Coachella and Bonnaroo have come and gone, the Pitchfork Music Festival is just around the corner, as is Lollapalooza and any number of European and British festivals. While many of these events represent their fair share of hip-hop, you're gonna have to head to Cali next weekend for the uncut fishscale.

Rock the Bells, now in its fourth year, will be hitting both Northern and Southern California this August. The headliner this year will be a reunited Wu-Tang Clan, with a performance featuring a tribute to dearly departed member ODB. The Clan brought the motherfucking ruckus two years ago during a now-historical appearance at Rock the Bells Version 2.0, which turned out to be the last to feature all members.

Other acts at this year's Rock the Bells include De La Soul, Mos Def, Talib Kweli, Redman, Del tha Funkee Homosapien, Aesop Rock, and Murs.

Both the NoCal and SoCal editions of the festival will be packed full of bonus features. A "B-Boy stage", art exhibitions, turntable and emcee battles, and a 20-minute sneak preview of a feature documentary about the festival will all pop up at various points.
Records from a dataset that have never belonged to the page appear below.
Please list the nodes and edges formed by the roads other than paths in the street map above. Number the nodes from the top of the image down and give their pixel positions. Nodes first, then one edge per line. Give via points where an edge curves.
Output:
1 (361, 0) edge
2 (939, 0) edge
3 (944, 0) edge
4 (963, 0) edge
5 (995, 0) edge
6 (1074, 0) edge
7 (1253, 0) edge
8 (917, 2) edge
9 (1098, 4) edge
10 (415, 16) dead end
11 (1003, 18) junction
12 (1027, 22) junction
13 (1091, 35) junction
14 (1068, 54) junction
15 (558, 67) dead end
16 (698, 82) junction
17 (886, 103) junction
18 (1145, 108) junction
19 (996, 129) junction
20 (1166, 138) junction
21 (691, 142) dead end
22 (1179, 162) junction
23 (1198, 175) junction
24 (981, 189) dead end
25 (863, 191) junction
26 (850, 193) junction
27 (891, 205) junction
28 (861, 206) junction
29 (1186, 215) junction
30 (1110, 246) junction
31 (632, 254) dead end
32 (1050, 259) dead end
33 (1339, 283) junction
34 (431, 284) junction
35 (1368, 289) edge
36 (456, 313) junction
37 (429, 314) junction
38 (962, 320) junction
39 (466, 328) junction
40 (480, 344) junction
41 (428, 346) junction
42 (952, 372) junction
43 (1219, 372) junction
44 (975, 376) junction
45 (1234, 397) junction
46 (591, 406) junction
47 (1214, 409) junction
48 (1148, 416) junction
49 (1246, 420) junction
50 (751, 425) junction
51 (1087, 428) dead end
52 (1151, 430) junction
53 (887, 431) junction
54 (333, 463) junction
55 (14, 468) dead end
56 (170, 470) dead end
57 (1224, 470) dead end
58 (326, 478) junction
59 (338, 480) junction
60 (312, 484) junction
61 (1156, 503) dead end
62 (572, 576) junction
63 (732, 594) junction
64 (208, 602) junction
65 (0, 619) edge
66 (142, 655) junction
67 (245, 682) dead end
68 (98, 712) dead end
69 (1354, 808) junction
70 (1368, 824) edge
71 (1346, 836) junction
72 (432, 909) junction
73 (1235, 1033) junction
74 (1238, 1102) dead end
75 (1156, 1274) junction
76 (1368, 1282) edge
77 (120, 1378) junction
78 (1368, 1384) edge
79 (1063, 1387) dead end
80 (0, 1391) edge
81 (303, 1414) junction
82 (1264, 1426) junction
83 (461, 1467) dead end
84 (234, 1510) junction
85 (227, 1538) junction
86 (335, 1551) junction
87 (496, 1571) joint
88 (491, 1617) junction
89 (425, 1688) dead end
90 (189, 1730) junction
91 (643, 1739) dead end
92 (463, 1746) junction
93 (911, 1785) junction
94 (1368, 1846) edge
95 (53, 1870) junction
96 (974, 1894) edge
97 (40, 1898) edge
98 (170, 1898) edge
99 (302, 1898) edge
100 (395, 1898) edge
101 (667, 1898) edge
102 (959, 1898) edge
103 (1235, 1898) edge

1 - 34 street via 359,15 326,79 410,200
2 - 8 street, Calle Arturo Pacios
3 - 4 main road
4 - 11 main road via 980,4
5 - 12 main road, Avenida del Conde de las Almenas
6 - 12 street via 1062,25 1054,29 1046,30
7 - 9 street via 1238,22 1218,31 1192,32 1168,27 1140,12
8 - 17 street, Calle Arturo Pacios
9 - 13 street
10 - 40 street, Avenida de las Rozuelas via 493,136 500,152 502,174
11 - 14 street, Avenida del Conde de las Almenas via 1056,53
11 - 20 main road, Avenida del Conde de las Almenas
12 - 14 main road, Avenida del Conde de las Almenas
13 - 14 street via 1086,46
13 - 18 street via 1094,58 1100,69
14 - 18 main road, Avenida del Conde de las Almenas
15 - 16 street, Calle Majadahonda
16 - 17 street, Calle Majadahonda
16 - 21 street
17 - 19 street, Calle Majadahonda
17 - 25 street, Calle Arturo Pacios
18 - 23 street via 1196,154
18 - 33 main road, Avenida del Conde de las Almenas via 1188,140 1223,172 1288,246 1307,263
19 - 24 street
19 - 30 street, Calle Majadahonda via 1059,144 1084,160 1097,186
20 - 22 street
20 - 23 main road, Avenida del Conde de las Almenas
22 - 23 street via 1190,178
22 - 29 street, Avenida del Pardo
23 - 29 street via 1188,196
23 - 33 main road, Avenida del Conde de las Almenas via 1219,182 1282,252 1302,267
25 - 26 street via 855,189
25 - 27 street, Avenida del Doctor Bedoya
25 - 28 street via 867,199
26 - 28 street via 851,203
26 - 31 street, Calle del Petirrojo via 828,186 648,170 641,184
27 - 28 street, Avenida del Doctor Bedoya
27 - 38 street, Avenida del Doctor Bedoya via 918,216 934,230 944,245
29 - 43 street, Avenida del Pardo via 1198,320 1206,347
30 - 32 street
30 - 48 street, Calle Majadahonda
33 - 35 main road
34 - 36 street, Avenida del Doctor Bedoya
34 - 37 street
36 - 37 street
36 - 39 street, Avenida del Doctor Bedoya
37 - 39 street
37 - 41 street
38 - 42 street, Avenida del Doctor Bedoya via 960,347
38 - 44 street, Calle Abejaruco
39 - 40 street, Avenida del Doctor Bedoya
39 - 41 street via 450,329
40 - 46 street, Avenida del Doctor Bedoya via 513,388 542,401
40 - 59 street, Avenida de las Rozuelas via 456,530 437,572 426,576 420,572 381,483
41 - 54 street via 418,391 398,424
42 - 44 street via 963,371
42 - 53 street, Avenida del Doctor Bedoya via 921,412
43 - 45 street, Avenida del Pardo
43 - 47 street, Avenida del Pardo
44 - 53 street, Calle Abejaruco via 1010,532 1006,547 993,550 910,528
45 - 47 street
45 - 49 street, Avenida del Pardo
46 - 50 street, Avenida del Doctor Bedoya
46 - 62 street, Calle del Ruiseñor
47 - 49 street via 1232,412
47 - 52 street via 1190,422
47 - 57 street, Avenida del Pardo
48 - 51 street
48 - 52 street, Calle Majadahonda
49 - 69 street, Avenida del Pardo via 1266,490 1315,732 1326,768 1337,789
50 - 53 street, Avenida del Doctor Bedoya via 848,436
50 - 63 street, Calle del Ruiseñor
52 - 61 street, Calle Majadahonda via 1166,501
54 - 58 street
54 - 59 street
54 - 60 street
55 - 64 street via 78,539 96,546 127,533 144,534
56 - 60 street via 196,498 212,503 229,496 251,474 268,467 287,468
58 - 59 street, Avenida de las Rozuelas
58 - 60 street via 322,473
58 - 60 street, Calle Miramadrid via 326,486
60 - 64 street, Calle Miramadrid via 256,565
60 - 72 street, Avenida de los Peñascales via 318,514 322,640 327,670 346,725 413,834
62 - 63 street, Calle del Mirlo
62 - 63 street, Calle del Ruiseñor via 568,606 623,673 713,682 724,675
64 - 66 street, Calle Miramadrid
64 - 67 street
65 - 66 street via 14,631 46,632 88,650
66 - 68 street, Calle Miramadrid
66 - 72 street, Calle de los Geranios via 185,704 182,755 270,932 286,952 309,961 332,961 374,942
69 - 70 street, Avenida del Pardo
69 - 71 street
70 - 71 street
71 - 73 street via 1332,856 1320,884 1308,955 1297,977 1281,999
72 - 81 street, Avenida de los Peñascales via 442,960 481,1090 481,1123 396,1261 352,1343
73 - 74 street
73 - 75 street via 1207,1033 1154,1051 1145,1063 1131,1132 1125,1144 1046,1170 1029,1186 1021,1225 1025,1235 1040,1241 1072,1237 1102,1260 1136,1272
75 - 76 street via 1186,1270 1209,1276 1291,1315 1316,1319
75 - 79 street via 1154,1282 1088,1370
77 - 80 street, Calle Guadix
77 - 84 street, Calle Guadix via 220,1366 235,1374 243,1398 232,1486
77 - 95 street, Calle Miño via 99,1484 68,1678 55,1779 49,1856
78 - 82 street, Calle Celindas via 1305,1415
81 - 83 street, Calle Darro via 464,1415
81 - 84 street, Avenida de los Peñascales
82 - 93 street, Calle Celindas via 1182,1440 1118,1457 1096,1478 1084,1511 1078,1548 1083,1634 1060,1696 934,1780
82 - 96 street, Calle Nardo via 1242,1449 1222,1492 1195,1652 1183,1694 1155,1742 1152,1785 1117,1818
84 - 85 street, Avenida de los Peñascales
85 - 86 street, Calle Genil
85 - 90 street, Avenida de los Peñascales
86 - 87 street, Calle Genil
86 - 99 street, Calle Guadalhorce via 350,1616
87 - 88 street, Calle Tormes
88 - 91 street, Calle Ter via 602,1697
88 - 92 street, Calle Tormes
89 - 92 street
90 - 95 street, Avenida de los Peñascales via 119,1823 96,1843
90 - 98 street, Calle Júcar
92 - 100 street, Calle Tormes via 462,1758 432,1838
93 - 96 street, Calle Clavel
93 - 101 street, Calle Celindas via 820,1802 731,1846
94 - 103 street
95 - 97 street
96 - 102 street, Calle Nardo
And, most excitingly (or tediously, we'll see how it pans out), MC Supernatural will attempt to break the Guinness Book of World Records record for "Longest Freestyle". Doesn't sound that hard? D.O., a Canadian rapper we've never heard of either, currently holds the record at eight hours and forty-five minutes. That's some breath control.

Hip-hop will rock and shock the nation:

08-05 San Bernardino, CA - NOS Events Center (with Wu-Tang Clan, Mos Def, Talib Kweli, Redman, De La Soul, Aesop Rock with Rob Sonic and DJ Big Wiz , Living Legends, Del tha Funkee Homosapien, Immortal Technique, Murs 3:16, Self Scientific, Visionaries, B Real, Dilated Peoples, Planet Asia, Dirty Heads, Supernatural, more)

08-06 Concord, CA - Sleep Train Pavilion (with Wu-Tang Clan, Mos Def, Talib Kweli, Redman, De La Soul, Living Legends, Del tha Funkee Homosapien, Immortal Technique, Murs 3:16, Zion-I, Supernatural, Dirty Heads, Planet Asia, Sway & King Tech, more)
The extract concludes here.